Jimmy Hoffa was an American labor union leader, serving as president of the teamsters union from 1957 until 1971, despite being in prison from 1961 onwards, when his resignation coincided with his release, part of a pardon agreement with Richard Nixon. He was known to have connections with organised crime, and even had Bobby Kennedy assemble a "Get Hoffa" squad in an attempt to rid the country of not just him, but what he represented. He disappeared in 1975, declared dead a number of years later, but his case remains unsolved. It's widely accepted that he was eliminated by the mob, who were concerned by his attempts to wrest back control of the teamsters after his release from prison.
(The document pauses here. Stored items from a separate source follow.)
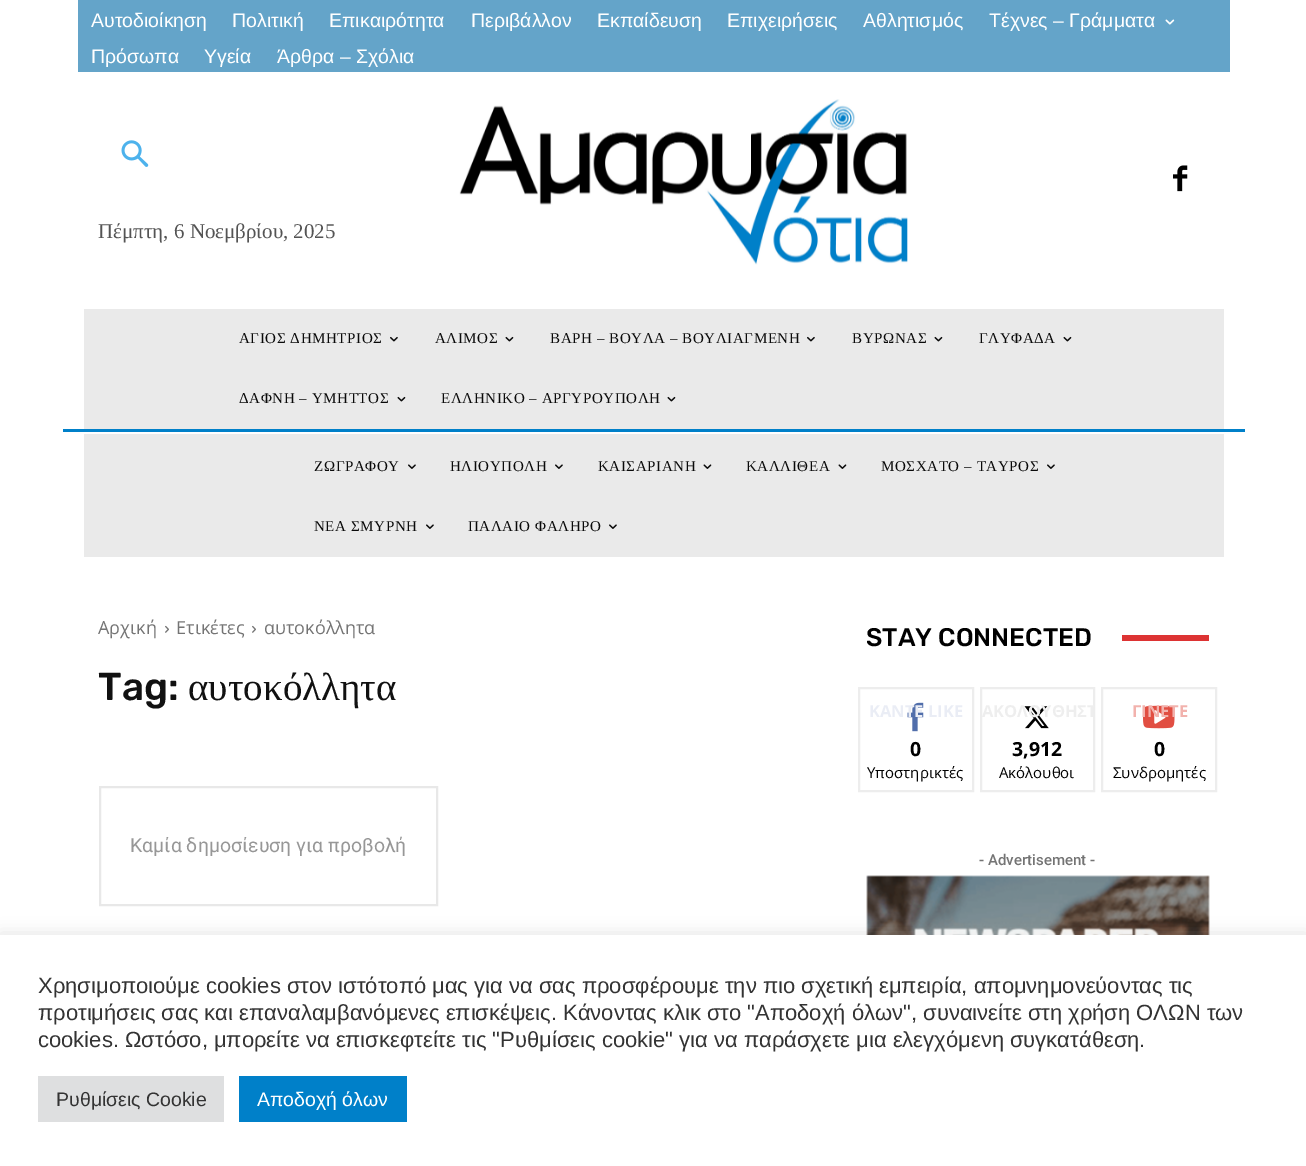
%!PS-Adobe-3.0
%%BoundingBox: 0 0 1306 1166
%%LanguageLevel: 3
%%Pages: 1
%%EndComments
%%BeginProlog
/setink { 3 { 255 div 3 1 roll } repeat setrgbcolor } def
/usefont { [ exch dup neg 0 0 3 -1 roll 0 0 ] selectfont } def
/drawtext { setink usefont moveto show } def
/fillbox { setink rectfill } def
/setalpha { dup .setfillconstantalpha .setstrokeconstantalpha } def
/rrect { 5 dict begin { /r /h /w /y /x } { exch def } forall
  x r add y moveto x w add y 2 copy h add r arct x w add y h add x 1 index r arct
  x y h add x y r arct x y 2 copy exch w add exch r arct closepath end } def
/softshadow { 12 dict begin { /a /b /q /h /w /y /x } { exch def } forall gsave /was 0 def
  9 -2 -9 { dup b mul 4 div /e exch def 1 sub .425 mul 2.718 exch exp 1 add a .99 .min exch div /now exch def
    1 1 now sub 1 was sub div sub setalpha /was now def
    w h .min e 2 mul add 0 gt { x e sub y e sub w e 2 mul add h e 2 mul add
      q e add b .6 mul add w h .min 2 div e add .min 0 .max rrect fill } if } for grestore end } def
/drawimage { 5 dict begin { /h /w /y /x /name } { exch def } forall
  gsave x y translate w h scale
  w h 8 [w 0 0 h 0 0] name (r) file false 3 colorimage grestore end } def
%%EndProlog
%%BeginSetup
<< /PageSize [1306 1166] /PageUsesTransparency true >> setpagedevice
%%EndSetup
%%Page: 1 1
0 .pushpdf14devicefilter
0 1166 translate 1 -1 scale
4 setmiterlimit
0 0 1306 1166 255 255 255 fillbox
78 0 1152 72 100 164 201 fillbox
(Αυτοδιοίκηση) 91 27 /LiberationSans-Regular 19.5 255 255 255 drawtext
(Πολιτική) 232 27 /LiberationSans-Regular 19.5 255 255 255 drawtext
(Επικαιρότητα) 329 27 /LiberationSans-Regular 19.5 255 255 255 drawtext
(Περιβάλλον) 471 27 /LiberationSans-Regular 19.5 255 255 255 drawtext
(Εκπαίδευση) 597 27 /LiberationSans-Regular 19.5 255 255 255 drawtext
(Επιχειρήσεις) 727 27 /LiberationSans-Regular 19.5 255 255 255 drawtext
(Αθλητισμός) 863 27 /LiberationSans-Regular 19.5 255 255 255 drawtext
(Τέχνες – Γράμματα) 989 27 /LiberationSans-Regular 19.5 255 255 255 drawtext
(assets/img1.rgb) 1165 19 10 6 drawimage
(Πρόσωπα) 91 63 /LiberationSans-Regular 19.5 255 255 255 drawtext
(Υγεία) 204 63 /LiberationSans-Regular 19.5 255 255 255 drawtext
(Άρθρα – Σχόλια) 277 63 /LiberationSans-Regular 19.5 255 255 255 drawtext
(assets/img2.rgb) 459 99 449 166 drawimage
(assets/img3.rgb) 1173 165 15 27 drawimage
(assets/img4.rgb) 121 140 28 27 drawimage
(Πέμπτη, 6 Νοεμβρίου, 2025) 98 238 /LiberationSerif-Regular 21 84 84 84 drawtext
84 309 1140 120 234 234 234 fillbox
/LiberationSerif-Regular 15 usefont
10 10 10 setink
239 343 moveto 0.6 0 (ΑΓΙΟΣ ΔΗΜΗΤΡΙΟΣ) ashow
(assets/img5.rgb) 390 336 8 6 drawimage
435 343 moveto 0.6 0 (ΑΛΙΜΟΣ) ashow
(assets/img6.rgb) 505 336 9 6 drawimage
550 343 moveto 0.6 0 (ΒΑΡΗ – ΒΟΥΛΑ – ΒΟΥΛΙΑΓΜΕΝΗ) ashow
(assets/img5.rgb) 807 336 8 6 drawimage
852 343 moveto 0.6 0 (ΒΥΡΩΝΑΣ) ashow
(assets/img6.rgb) 934 336 9 6 drawimage
979 343 moveto 0.6 0 (ΓΛΥΦΑΔΑ) ashow
(assets/img6.rgb) 1063 336 9 6 drawimage
239 403 moveto 0.6 0 (ΔΑΦΝΗ – ΥΜΗΤΤΟΣ) ashow
(assets/img6.rgb) 397 396 9 6 drawimage
441 403 moveto 0.6 0 (ΕΛΛΗΝΙΚΟ – ΑΡΓΥΡΟΥΠΟΛΗ) ashow
(assets/img6.rgb) 667 396 9 6 drawimage
63 429 1182 3 0 128 201 fillbox
84 434 1140 123 234 234 234 fillbox
10 10 10 setink
314 471 moveto 0.6 0 (ΖΩΓΡΑΦΟΥ) ashow
(assets/img7.rgb) 408 464 8 5 drawimage
450 471 moveto 0.6 0 (ΗΛΙΟΥΠΟΛΗ) ashow
(assets/img7.rgb) 555 464 8 5 drawimage
598 471 moveto 0.6 0 (ΚΑΙΣΑΡΙΑΝΗ) ashow
(assets/img8.rgb) 703 464 9 5 drawimage
746 471 moveto 0.6 0 (ΚΑΛΛΙΘΕΑ) ashow
(assets/img8.rgb) 838 464 9 5 drawimage
881 471 moveto 0.6 0 (ΜΟΣΧΑΤΟ – ΤΑΥΡΟΣ) ashow
(assets/img7.rgb) 1047 464 8 5 drawimage
314 531 moveto 0.6 0 (ΝΕΑ ΣΜΥΡΝΗ) ashow
(assets/img7.rgb) 426 524 8 5 drawimage
468 531 moveto 0.6 0 (ΠΑΛΑΙΟ ΦΑΛΗΡΟ) ashow
(assets/img7.rgb) 609 524 8 5 drawimage
(Αρχική) 98 634 /OpenSans-Regular 18 116 116 116 drawtext
(assets/img9.rgb) 165 625 4 8 drawimage
(Ετικέτες) 176 634 /OpenSans-Regular 18 116 116 116 drawtext
(assets/img9.rgb) 252 625 4 8 drawimage
(αυτοκόλλητα) 264 634 /OpenSans-Regular 18 116 116 116 drawtext
(Tag:) 98 700 /Rubik-Medium 39 17 17 17 drawtext
(αυτοκόλλητα) 188 700 /LiberationSerif-Regular 39 17 17 17 drawtext
232 232 232 setink
2 setlinewidth
100 787 337 118 rectstroke
(Καμία δημοσίευση για προβολή) 130 852 /Roboto-Regular 19.5 151 151 151 drawtext
(STAY CONNECTED) 866 646 /Rubik-Medium 25.5 0 0 0 drawtext
1122 635 87 6 221 51 51 fillbox
237 237 237 setink
859 688 114 103 rectstroke
(assets/img10.rgb) 907 702 17 30 drawimage
(ΚΑΝΤΕ LIKE) 869 717 /OpenSans-Bold 16.5 234 237 245 drawtext
(0) 910 756 /OpenSans-Bold 19.5 0 0 0 drawtext
(Υποστηρικτές) 867 778 /OpenSans-Regular 15 0 0 0 drawtext
237 237 237 setink
981 688 113 103 rectstroke
(assets/img11.rgb) 1024 706 25 23 drawimage
gsave
981 689 113 102 rectclip
(ΑΚΟΛΟΥΘΗΣΤ) 982 717 /OpenSans-Bold 16.5 238 238 238 drawtext
grestore
(3,912) 1012 756 /OpenSans-Bold 19.5 0 0 0 drawtext
(Ακόλουθοι) 999 778 /OpenSans-Regular 15 0 0 0 drawtext
237 237 237 setink
1102 688 114 103 rectstroke
(assets/img12.rgb) 1143 705 32 24 drawimage
(ΓΙΝΕΤΕ) 1132 717 /OpenSans-Bold 16.5 242 178 173 drawtext
(0) 1154 756 /OpenSans-Bold 19.5 0 0 0 drawtext
(Συνδρομητές) 1113 778 /OpenSans-Regular 15 0 0 0 drawtext
(- Advertisement -) 979 865 /Roboto-Medium 15 116 116 116 drawtext
(assets/img13.rgb) 866 875 344 60 drawimage
172 171 171 setink
0 933 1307 233 0 7.5 0.3 softshadow
0 935 1306 231 255 255 255 fillbox
(Χρησιμοποιούμε cookies στον ιστότοπό μας για να σας προσφέρουμε την πιο σχετική εμπειρία, απομνημονεύοντας τις) 38 993 /LiberationSans-Regular 22 51 51 51 drawtext
(προτιμήσεις σας και επαναλαμβανόμενες επισκέψεις. Κάνοντας κλικ στο "Αποδοχή όλων", συναινείτε στη χρήση ΟΛΩΝ των) 38 1020 /LiberationSans-Regular 22 51 51 51 drawtext
(cookies. Ωστόσο, μπορείτε να επισκεφτείτε τις "Ρυθμίσεις cookie" για να παράσχετε μια ελεγχόμενη συγκατάθεση.) 38 1047 /LiberationSans-Regular 22 51 51 51 drawtext
38 1076 186 46 222 223 224 fillbox
(Ρυθμίσεις Cookie) 56 1106 /LiberationSans-Regular 19.5 51 51 51 drawtext
239 1076 168 46 0 128 201 fillbox
(Αποδοχή όλων) 257 1106 /LiberationSans-Regular 19.5 255 255 255 drawtext
.poppdf14devicefilter showpage
%%EOF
In a 2004 book, "I Heard You Paint Houses", journalist Charles Brandt claims that a mob assassin and friend of Hoffa's, Frank Sheeran, confessed to the murder.
The Irishman tells the story of Frank Sheeran and Jimmy Hoffa, but beyond that, it is a reunion of cinematic royalty. Scorsese takes the director's chair, with De Niro leading as Sheeran. Joe Pesci, who had to be forced out of retirement, supports as Russel Buffalino, and Al Pacino takes on the role of Hoffa. Remarkably, despite both being stalwarts of the gangster genere, it's the first time Pacino and Scorsese have worked together. It's a Netflix feature, and their decision not to give it a full cinematic release some feel it deserves has led to controversy, and to a number of cinema chains boycotting it. However, Scorsese has claimed they were the only ones willing to take a risk on his project, which had been in the works for several years.
In true Scorsese fashion, the movie is as an epic tale of the life of the our gangsters, chronicling their journey from young to old men, a luxury not afforded to many in their business. In essence, it tells two stories, the first about Frank Sheeran's life, and the second about the events surrounding the disappearance of Hoffa. Frank and Russel first meet by chance at a gas station, and, seduced by the lifestyle Russel embodies, Frank gradually works his way up in the mob underworld, helped by both Russel and Angelo Bruno (Harvey Keitel). He is eventually introduced to Jimmy Hoffa, and the two develop a close relationship. Where Hoffa is wild and unpredictable, Frank is calm and considered. As the years pass and Hoffa grows more erratic, Frank is charged by the mob with keeping him in check.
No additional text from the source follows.